Report each line of the entries that contains the word "down", copied in full.

[Collected data entries]
------------------------
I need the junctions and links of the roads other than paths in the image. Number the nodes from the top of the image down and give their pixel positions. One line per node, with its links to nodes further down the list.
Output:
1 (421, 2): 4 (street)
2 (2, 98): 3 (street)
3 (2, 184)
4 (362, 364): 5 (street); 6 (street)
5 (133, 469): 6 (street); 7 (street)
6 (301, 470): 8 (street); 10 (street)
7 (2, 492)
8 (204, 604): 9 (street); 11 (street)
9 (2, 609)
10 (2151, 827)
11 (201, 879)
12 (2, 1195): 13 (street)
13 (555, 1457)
------------------------
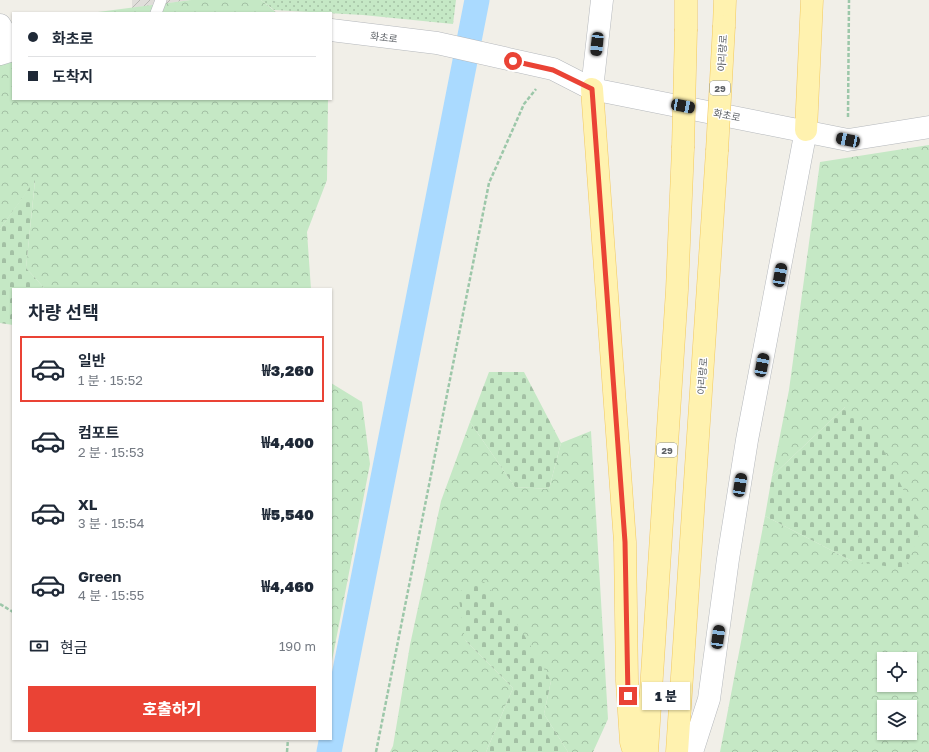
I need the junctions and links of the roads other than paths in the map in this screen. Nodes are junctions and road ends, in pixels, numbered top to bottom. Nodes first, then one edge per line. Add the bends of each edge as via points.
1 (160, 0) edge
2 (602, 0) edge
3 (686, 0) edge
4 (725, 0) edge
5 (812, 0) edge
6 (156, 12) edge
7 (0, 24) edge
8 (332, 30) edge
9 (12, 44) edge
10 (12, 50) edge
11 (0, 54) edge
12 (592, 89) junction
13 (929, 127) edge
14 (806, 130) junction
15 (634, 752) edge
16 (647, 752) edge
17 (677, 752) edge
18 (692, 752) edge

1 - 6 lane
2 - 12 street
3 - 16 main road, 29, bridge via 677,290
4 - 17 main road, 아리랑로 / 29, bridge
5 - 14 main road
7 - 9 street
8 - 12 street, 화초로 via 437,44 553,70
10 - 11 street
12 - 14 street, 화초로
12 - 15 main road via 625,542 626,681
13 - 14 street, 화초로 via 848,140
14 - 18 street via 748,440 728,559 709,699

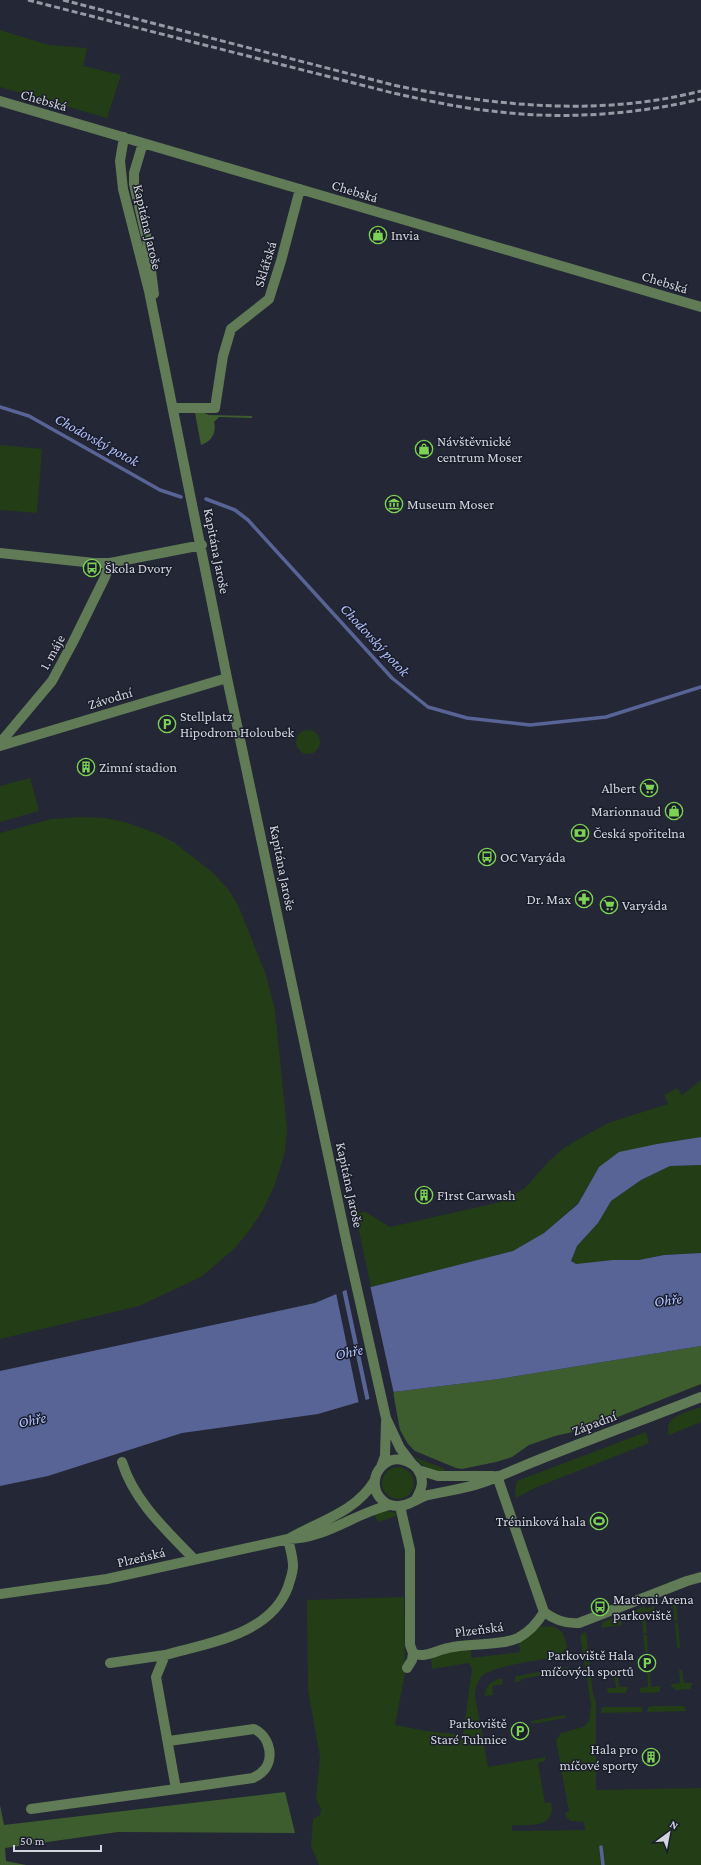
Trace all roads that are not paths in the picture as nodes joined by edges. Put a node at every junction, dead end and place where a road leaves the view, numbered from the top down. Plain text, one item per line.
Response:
------------------------
**SOLUTION TO THIS PROBLEM**
I need the junctions and links of the roads other than paths in the image. Number the nodes from the top of the image down and give their pixel positions. One line per node, with its links to nodes further down the list.
Trace all roads that are not paths in the picture as nodes joined by edges. Put a node at every junction, dead end and place where a road leaves the view, numbered from the top down. Plain text, one item per line.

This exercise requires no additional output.